第10章:Temuを使うべき人・使わないほうがよい人
以上を踏まえて、Temuに向く人・向かない人を整理する。
Temuが向いている人・ケース
低価格の日用品・収納グッズ・スマホ小物・ちょっとしたおもしろグッズを試したい人には向いている。「壊れても惜しくない・安全性リスクが低い商品をとにかく安く買いたい」という用途には合っている。また「一度試してみてどんな品質か確かめたい」という少額の試し買いにも向いている。返品・返金ポリシーが90日間あるため、気に入らなければ返品できる。
Temuを避けるべき人・ケース
個人情報の提供を最小限にしたい人、中国企業へのデータ提供が気になる人、プライバシーを強く重視する人には向かない。また子ども用品・おもちゃ・アクセサリー・化粧品・電子機器など安全基準が重要な商品を買おうとしている場合も避けるべきだ。日本の消費者保護法に基づくサポートを求める人、高品質・ブランド品を求めている人にも不向きだ。
まとめ:Temuの危険性を正しく理解したうえで判断する
Temuは「危険なスパイウェアアプリ」でも「完全に安全な通販サイト」でもない。実在する複数のリスクと、誇張されたリスクが混在している。

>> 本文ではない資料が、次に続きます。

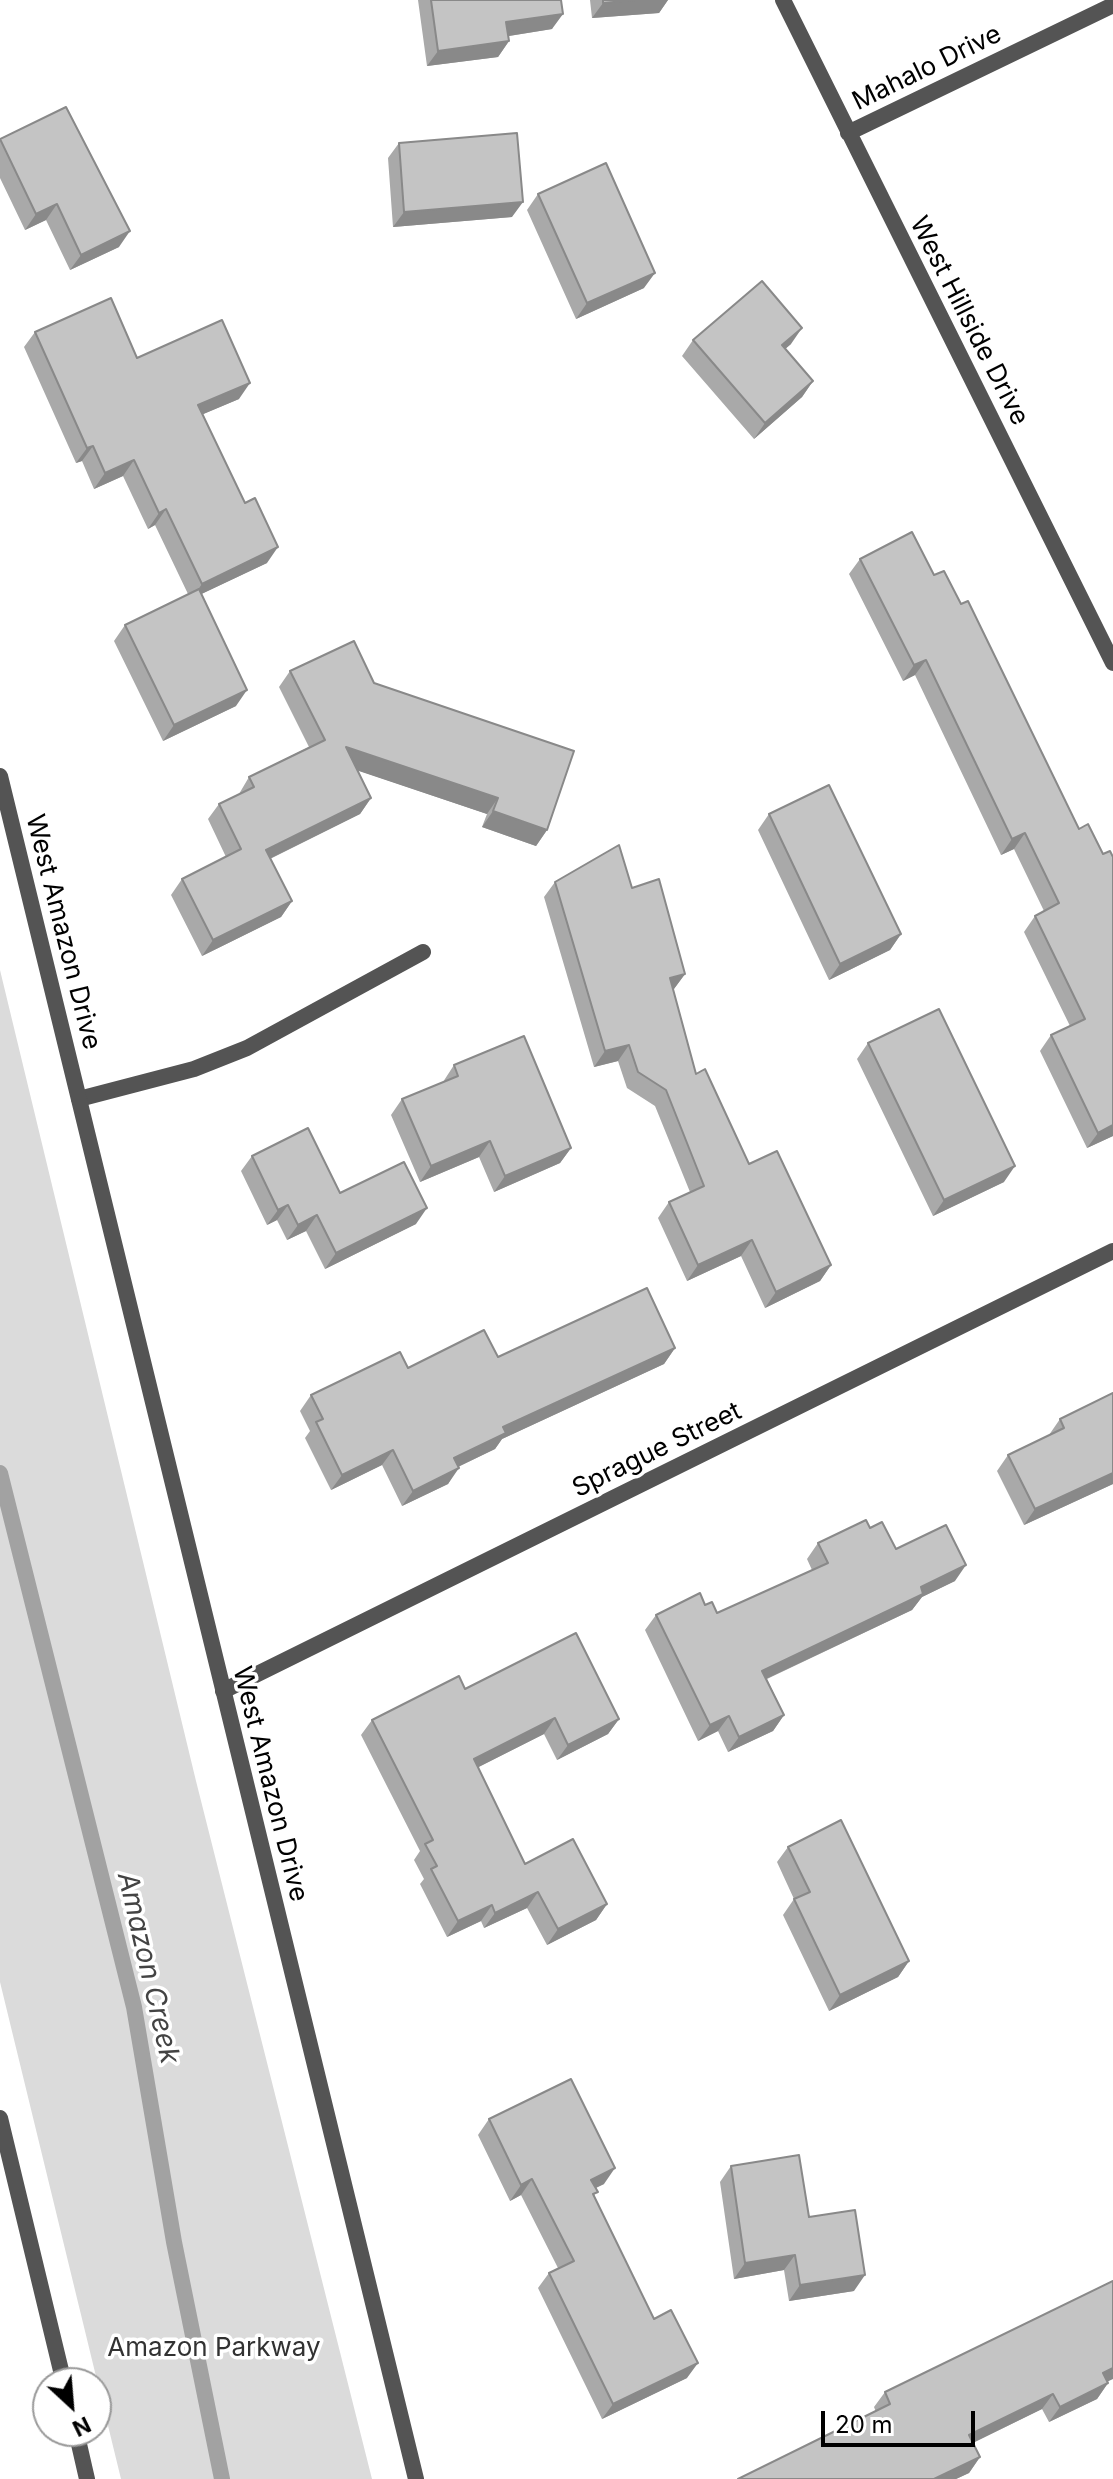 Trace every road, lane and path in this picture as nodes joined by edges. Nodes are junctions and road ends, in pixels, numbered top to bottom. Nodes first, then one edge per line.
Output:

実際に存在するリスクは「広範なデータ収集と中国企業特有のデータ管理リスク」「子ども用品・アクセサリー・電子機器の安全基準問題」「個人輸入扱いによる消費者保護の薄さ」「偽ブランド品・模倣品の混在と税関没収リスク」「Temuを名乗るフィッシング詐欺の存在」の5つだ。
一方で「注文したら金だけ取られる詐欺サイト」という批判は事実ではなく、「クレジットカードが即座に悪用される仕組み」でもない。Temuそのものは実際に商品が届く正規のECサービスだ。
賢い使い方は「ブラウザで使う・アプリの権限を絞る・クレジットカードで支払い保存しない・専用メール使用・安全性リスクが低い商品のみ購入・16,666円以下に抑える・偽物疑いの商品は買わない」の7点を守ることだ。これらを実践すれば、Temuのリスクは大幅に低減できる。最終的にはこの記事の内容を踏まえて、自分にとってのリスクとメリットを天秤にかけて判断してほしい。